I sure hope they don't have any code that relies on distinct sorting - it never had to, and it didn't do a characterset sort.

and in 10gr2 it will do it even more (not even remotely sorted)

partitioning, parallel, iot's, indexes - anything like that will affect this.

group by does not sort
disctinct does not sort

order by, now that sorts...

ops$tkyte@ORA10GR2> create table t ( x int, y int );

Table created.

ops$tkyte@ORA10GR2> insert into t values ( 1, -2 );

1 row created.

ops$tkyte@ORA10GR2> insert into t values ( 2, 1 );

1 row created.

ops$tkyte@ORA10GR2> exec dbms_stats.set_table_stats( user, 'T', numrows => 1000000, numblks => 100000 );

PL/SQL procedure successfully completed.

ops$tkyte@ORA10GR2> select distinct y from t;

Y
----------
1
-2

ops$tkyte@ORA10GR2> select distinct y from t order by y;

Y
----------
-2
1

Gary Myers said...

Here's a simple example for 9iR2 (okay, technically it is sorted, but by col_2, col_1 which is different from the col_1, col_2 specified in the select).

drop table test;

create table test (col_1 varchar2(40), col_2 varchar2(40), data_col char(2000) default 'X');

create unique index x1 on test (col_2, col_1);

insert into test (col_1, col_2)
select distinct owner, object_name
from dba_objects
where object_id is not null;

execute dbms_stats.gather_table_stats(user,'TEST',null,100,null,'FOR ALL COLUMNS')

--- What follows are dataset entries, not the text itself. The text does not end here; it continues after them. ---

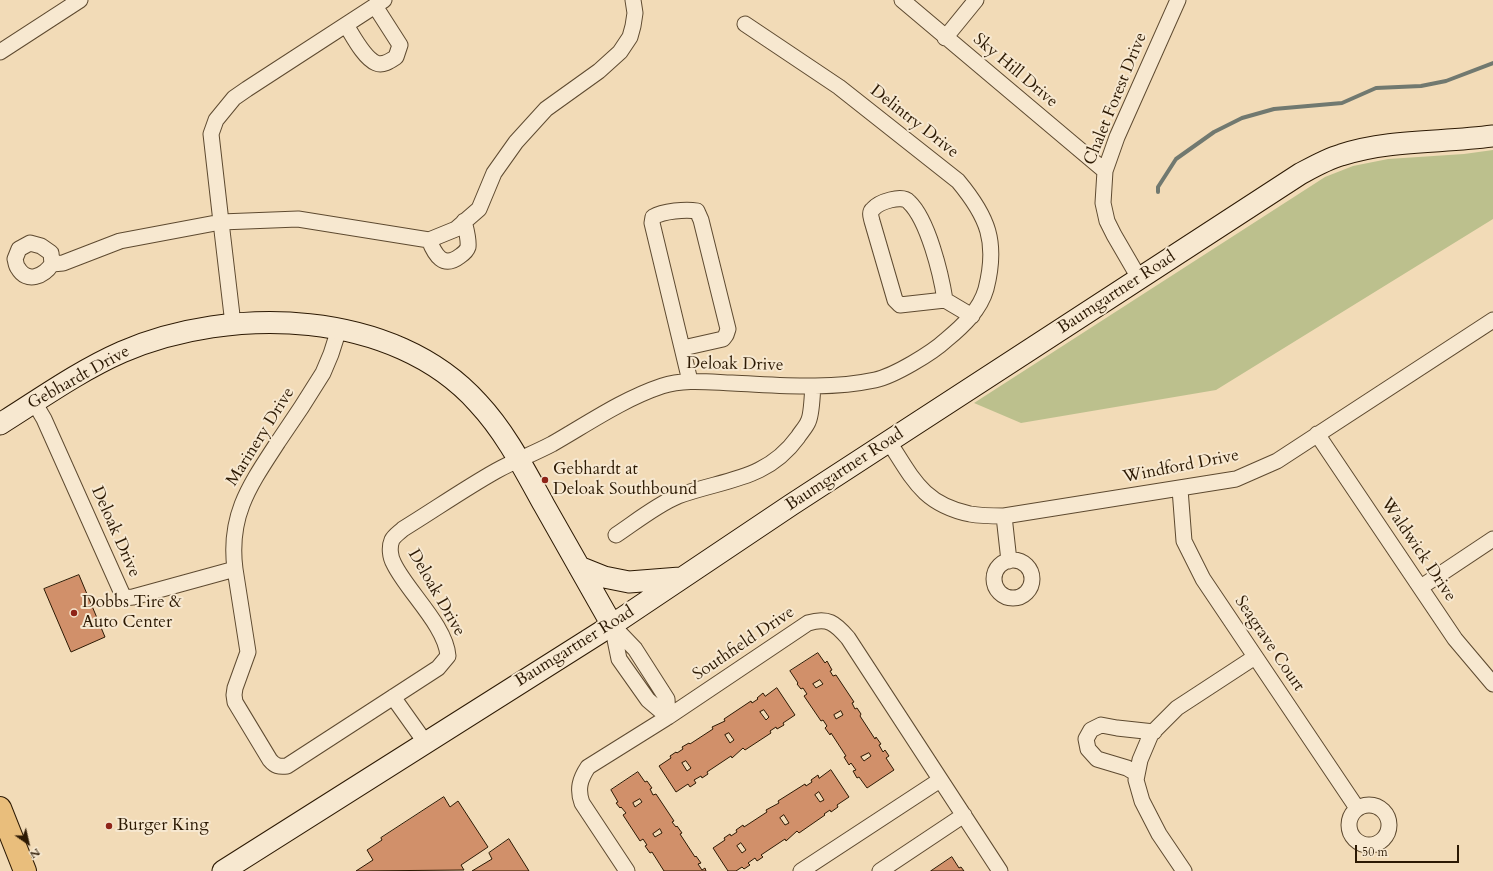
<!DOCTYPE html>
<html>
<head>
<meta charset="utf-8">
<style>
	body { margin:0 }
	#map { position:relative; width:1493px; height:871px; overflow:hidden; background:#f2dbb7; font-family:Cardo,serif }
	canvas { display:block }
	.north { position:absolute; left:8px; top:823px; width:40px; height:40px; -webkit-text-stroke:3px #f7e8d0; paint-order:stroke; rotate:146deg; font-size:11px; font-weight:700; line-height:16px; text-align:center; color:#2c1903 }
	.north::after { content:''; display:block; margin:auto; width:14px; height:18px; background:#2c1903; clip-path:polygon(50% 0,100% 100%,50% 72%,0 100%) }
	.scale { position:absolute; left:1355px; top:845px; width:104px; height:18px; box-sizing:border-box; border:2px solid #2c1903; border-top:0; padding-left:5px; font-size:12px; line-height:14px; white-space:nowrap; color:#2c1903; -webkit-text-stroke:3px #f7e8d0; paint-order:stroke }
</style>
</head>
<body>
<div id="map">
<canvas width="1493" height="871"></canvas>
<div class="north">N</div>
<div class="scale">50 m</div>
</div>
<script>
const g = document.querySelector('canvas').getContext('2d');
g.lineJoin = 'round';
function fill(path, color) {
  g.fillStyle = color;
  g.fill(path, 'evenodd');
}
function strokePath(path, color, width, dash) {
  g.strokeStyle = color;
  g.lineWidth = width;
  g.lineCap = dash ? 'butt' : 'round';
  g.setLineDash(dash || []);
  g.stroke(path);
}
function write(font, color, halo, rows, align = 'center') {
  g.font = font + ' Cardo,serif';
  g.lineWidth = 4;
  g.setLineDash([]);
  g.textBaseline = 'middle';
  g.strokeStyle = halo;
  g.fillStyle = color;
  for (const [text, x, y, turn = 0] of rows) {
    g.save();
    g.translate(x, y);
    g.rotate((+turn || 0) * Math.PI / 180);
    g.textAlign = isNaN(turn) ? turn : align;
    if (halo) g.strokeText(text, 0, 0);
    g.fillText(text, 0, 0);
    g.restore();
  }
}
fill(new Path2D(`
	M1493,150v69l-277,171 -195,33 -47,-20 351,-226 28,-11 35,-7 76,-5z`), '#bcc08d');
strokePath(new Path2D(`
	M1158,192v-5l18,-28 38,-27 28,-14 32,-9 68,-6 34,-15 45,-2 25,-5 47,-18`), '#717970', 4);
const building = new Path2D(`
	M79,575l26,62 -34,15 -27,-63z
	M818,653l7,10 2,-2 5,9 -2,1 3,5 3,-1 18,27 -2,1 3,6 2,-1 4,6 -1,2 15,23 1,-2 5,7 -2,1 4,7 2,-2 4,6 -3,2 8,12 -27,18 -8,-11 -2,1 -4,-7 3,-1 -5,-7 -2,2 -5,-8 2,-1 -15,-23 -1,2 -5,-7 2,-2 -4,-6 -2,1 -17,-25 3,-2 -4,-6 -2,1 -4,-5 1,-1 -8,-12zM820,680l3,4 -7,4 -3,-4zM841,711l2,4 -7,4 -2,-4zM869,753l2,3 -7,5 -3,-4z
	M777,688l18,27 -12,8 1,2 -7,4 -1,-2 -6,4 1,2 -26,17 -2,-2 -11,10 -1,-2 -24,16 1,2 -6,4 -1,-2 -7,4 2,3 -6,4 -2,-3 -12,8 -17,-26 12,-8 -1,-2 6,-4 1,1 6,-4 -1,-2 7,-4 1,1 23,-15 -1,-2 13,-6 -1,-2 27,-18 1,2 6,-4 -1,-1 6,-5 2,3zM764,710l5,7 -3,3 -6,-8zM729,733l5,7 -4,3 -5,-8zM686,761l5,7 -4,3 -5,-8z
	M831,770l18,27 -12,8 1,2 -7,5 -1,-2 -6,4 1,1 -26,18 -2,-2 -11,10 -1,-2 -24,16 2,2 -6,4 -2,-3 -7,5 2,2 -6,4 -2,-2 -6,4h-8l-15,-23 12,-8 -1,-2 6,-4 1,2 6,-4 -1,-2 7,-5 1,2 23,-15 -1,-2 13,-7 -1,-2 27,-17 1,2 6,-4 -1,-2 7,-5 1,3zM819,792l5,8 -4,2 -5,-7zM784,815l5,8 -4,2 -5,-7zM741,843l5,7 -4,3 -5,-7z
	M638,772l7,10 2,-1 5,7 -2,1 3,6 3,-1 18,27 -2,1 4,5 1,-1 5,7 -2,1 15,23 1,-1 5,7 -3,1 4,6 3,-2 1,3h-42l-12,-19 -2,1 -5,-7 2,-1 -4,-6 -3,2 -17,-26 3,-2 -5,-6 -1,1 -4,-5 2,-1 -7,-12zM640,799l2,3 -7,5 -2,-4zM660,829l2,4 -7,4 -2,-3z
	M444,797l6,10 8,-6 30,46 -27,18 3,5 -108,1 17,-11 -6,-10 15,-10 -1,-2z
	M509,839l20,32h-57l20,-12 -3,-6z
	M952,857l7,11 2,-1 3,4h-33z`);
fill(building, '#d1906a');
strokePath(building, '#2c1903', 1);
const street = new Path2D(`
	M384,0l-137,89 -13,9 -18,22 -5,14 10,88 77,-3 131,21 27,-11 23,-20 15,-36 22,-31 30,-33 53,-38 21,-19 10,-15 3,-11 2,-13 -2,-13
	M902,0l203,171
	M346,25c7,11 18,33 30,38 7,3 14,-2 20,-6l4,-12 -25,-39
	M945,38l31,-38
	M0,52l80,-52
	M429,240c6,15 14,29 31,16 3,-2 7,-6 8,-9 1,-8 -2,-18 -4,-26
	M52,264c-8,12 -25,20 -34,4 -2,-2 -2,-6 -3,-9l4,-10 11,-6 11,3 10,7 1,11 11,-1 57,-22 101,-19 12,102
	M1139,278l-25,-43 -7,-14 -4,-18 2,-32 12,-34 61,-137
	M945,300l-45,5 -5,-5 -23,-79c-1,-4 -3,-9 1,-12 6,-7 29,-15 36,-7 19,18 32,72 36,98l27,16
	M683,348l40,-9 3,-4 2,-6 -27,-109 -4,-9c-11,-2 -34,0 -44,6l-1,6 38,158
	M34,402l10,17 80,179 9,-1 102,-28 13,83 -13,36 -1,7 1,7 35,58c5,6 9,7 17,6l151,-98 10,-12c-2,-30 -41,-65 -54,-92 -4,-7 -5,-17 -2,-24 2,-4 8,-8 11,-11 31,-19 61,-40 93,-58 18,-10 37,-17 56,-27 35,-20 71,-45 110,-58 22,-7 46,-4 70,-3 47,2 96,7 143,-3 19,-4 57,-27 71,-40 17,-14 34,-30 40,-51 12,-47 2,-72 -28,-108l-119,-94 -94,-63
	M1317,434l138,205 38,45
	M889,442c24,37 34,62 81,72 11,2 23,2 34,2l232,-37 41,-18 216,-141
	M1180,489l4,52 19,38 154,229
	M1004,516l5,45
	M616,535c18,-12 42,-31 62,-39 46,-17 88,-15 120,-59 3,-5 8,-10 10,-15 4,-7 4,-27 5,-36
	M994 579a19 19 0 1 1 38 0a19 19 0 1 1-38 0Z
	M235,569c-7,-54 15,-84 43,-127 16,-23 31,-46 45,-69l8,-19 8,-25
	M1421,587l72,-48
	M612,625l7,34 29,41 20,17
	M612,625l23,24 32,50 1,18
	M393,697l32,45
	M1137,774l-10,-6 -30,-9 -9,-10 -2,-10 5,-9 10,-5 16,3 37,4
	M1349 825a20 20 0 1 1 40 0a20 20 0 1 1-40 0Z
	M627,871l-45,-68c-5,-14 -2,-24 6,-36l80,-50 140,-94c20,-6 27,0 40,15l152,233
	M801,871l139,-91
	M880,871l84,-56
	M1184,871l-25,-37 -17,-33 -6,-21 4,-20 11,-26 26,-26 78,-51`);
const secondary = new Path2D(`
	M0,424c40,-25 79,-53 122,-72 109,-47 272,-43 356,51 28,30 46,66 66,102 23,40 45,80 68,120
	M579,567l25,10 25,5 51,-4
	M223,871l389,-246 179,-120 509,-331c13,-7 27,-15 41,-19 49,-16 102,-12 152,-19`);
const primary = new Path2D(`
	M0,808l25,63`);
strokePath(street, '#5e4a30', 17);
strokePath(secondary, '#2c1903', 23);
strokePath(primary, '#2c1903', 24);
strokePath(street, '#f7e8d0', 15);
strokePath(secondary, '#f7e8d0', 21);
strokePath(primary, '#e9be7c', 22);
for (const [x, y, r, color] of [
	[545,480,4,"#8f2418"],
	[74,613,4,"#8f2418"],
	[109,826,4,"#8f2418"]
]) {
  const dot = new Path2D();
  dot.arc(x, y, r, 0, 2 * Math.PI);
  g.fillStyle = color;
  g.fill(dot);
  strokePath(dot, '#f7e8d0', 1.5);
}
write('17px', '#2c1903', '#f7e8d0', [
	["Sky Hill Drive",1015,71,40],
	["Chalet Forest Drive",1116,99,-68],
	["Delintry Drive",914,122,38],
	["Baumgartner Road",1117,293,-33],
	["Deloak Drive",735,365,1],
	["Gebhardt Drive",79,378,-29],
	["Marinery Drive",261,437,-58],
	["Windford Drive",1181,467,-11],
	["Baumgartner Road",845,470,-33],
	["Deloak Drive",115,532,66],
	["Waldwick Drive",1418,550,56],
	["Deloak Drive",436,593,60],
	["Southfield Drive",744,644,-34],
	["Seagrave Court",1269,644,56],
	["Baumgartner Road",575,647,-32]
]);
write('17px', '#2c1903', '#f7e8d0', [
	["Gebhardt at",553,470],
	["Deloak Southbound",553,490],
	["Dobbs Tire &",82,603],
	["Auto Center",82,623],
	["Burger King",117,826]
], 'left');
</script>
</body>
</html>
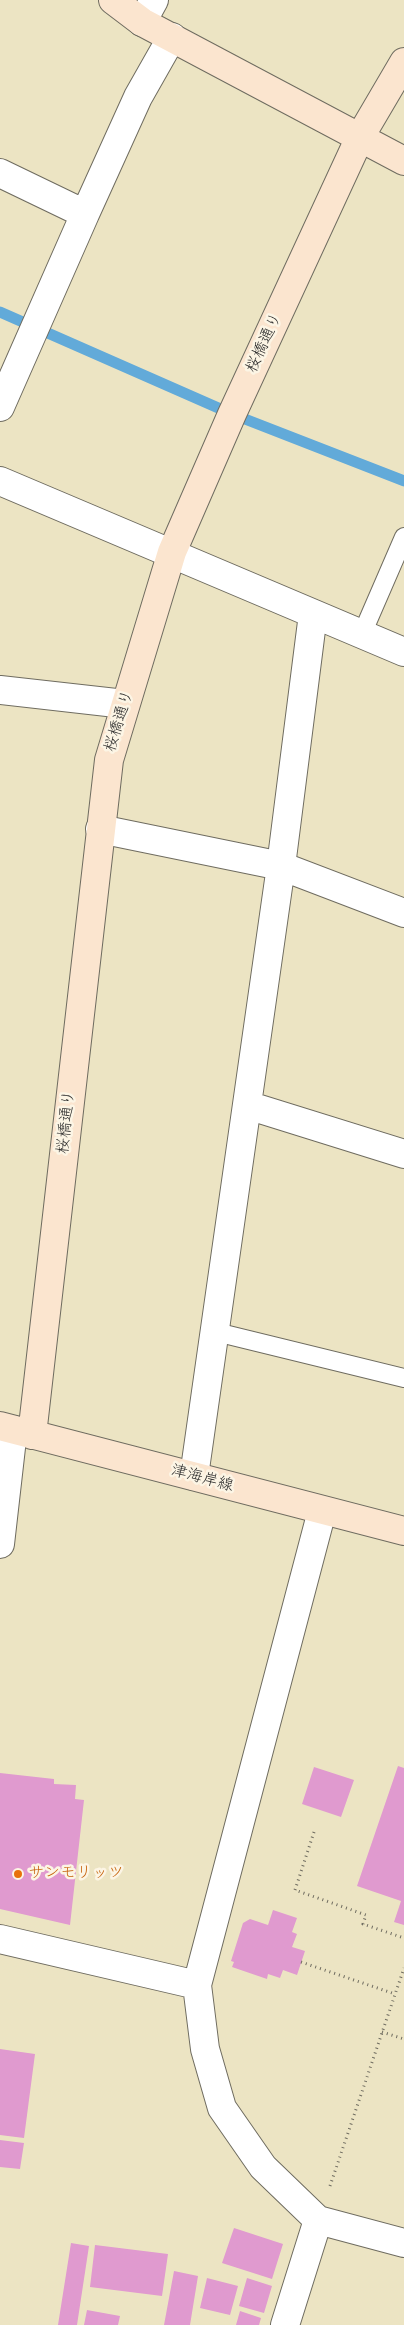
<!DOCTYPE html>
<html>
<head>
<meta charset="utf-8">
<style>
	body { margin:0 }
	canvas { display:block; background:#ece4c3 }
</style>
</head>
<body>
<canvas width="404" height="2325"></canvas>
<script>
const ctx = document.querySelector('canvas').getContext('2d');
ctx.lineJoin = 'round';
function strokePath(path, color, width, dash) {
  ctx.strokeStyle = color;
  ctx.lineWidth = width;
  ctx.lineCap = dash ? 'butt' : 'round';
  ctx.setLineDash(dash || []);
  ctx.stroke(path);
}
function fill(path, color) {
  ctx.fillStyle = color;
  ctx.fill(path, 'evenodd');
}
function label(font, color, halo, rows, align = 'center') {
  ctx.font = font + ' Mynerve,"Klee One",sans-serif';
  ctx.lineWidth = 5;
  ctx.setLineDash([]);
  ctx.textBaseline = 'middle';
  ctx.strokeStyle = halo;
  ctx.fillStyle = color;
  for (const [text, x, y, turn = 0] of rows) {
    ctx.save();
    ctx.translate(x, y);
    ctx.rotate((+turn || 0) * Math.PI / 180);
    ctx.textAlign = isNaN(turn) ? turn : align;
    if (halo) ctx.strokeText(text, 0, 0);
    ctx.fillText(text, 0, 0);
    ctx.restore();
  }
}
strokePath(new Path2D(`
	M0,312L232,414L404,481`), '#62aad9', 11);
fill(new Path2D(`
	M398,1766L404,1768V1925L394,1922L401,1901L357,1886Z
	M314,1767L354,1780L341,1817L302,1804Z
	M0,1773L54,1779V1784L76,1785L75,1799L84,1800L70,1925L0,1909Z
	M273,1910L297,1918L292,1932L297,1934L292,1947L305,1951L297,1975L283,1970L280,1978L268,1974L267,1979L232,1967L234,1962L231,1961L243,1923L250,1919L268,1925Z
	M0,2049L35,2054L24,2138L0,2135Z
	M0,2140L24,2143L20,2169L0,2167Z
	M234,2228L283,2244L272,2279L222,2263Z
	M71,2243L89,2246L77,2325H58Z
	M95,2245L168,2254L162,2296L90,2287Z
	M174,2271L198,2276L190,2325H164Z
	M207,2278L238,2286L230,2315L200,2308Z
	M247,2278L272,2286L264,2313L239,2306Z
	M87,2310L120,2316L118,2325H84Z
	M240,2311L261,2318L259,2325H236Z`), '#e09acf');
const lane = new Path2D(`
	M362,634L404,537
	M216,1332L404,1378`);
const street = new Path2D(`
	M142,22L154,0
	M0,173L85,214L0,407
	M85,214L138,97L172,37
	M0,481L404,652
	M0,690L125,704
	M100,829L281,866L404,913
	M247,1105L404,1154
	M194,1476L281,866L313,614
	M322,1511L197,1985L205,2049L222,2108L263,2167L318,2220L404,2243
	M0,1544L13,1430
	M0,1939L197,1985
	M285,2325L318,2220`);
const secondary = new Path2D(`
	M113,0L142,22L404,161
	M0,1426L404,1531
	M32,1435L109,760L172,552L232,414L360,137L404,62`);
strokePath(lane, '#6f6c60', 20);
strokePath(street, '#6f6c60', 30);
strokePath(secondary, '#6f6c60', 30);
strokePath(new Path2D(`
	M314,1832L295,1890L366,1915L363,1924L404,1938
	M301,1962L395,1994
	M382,2032L404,2039
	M330,2186L404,1968`), '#6f6c60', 3, [1, 4]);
strokePath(lane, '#fff', 18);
strokePath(street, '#fff', 28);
strokePath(secondary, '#fbe5cf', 28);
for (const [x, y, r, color] of [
	[18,1874,5,"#e8710a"]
]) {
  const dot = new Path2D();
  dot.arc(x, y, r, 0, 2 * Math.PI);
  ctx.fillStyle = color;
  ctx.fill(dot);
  strokePath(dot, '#fcf5e5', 2);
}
label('16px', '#2b2b2b', '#fcf5e5', [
	["桜橋通り",265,343,-65],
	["桜橋通り",120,721,-73],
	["桜橋通り",67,1122,-84],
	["津海岸線",202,1479,15]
]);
label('16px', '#c56008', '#fcf5e5', [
	["サンモリッツ",28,1874]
], 'left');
</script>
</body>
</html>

select distinct col_1, col_2 from test t where col_2 like 'ALL%';

Peter K said...

The DISTINCT clause reminds me of DKB and his approach to undocumented parameters.

Because I have done a number of DISTINCT queries and the results all seems to come back in sorted order, thereby using DISTINCT will sort the results for you

Tom's approach would be:
Let's verify that DISTINCT do actually SORT the results in order. An EXPLAIN PLAN later shows that although it does sort but not in the normal sort but rather a binary sort which is different. Thereby to guarantee sorted order, always use the ORDER BY clause.

Arjen Lentz said...

Ordering the continents... in the "world" sample database, the continents column is of the ENUM type. And ENUM fields are ordered in the order they have been defined. So when you do SHOW CREATE TABLE or SHOW COLUMNS, you will see that your output corresponds with that.

When teaching a course using this sample db, inevitably people notice, which makes sure they never forget ;-). To order an enum field alphabetically, ORDER BY CONCAT(col) or use CAST().

I personally don't like ENUMs and hardly ever use them in apps.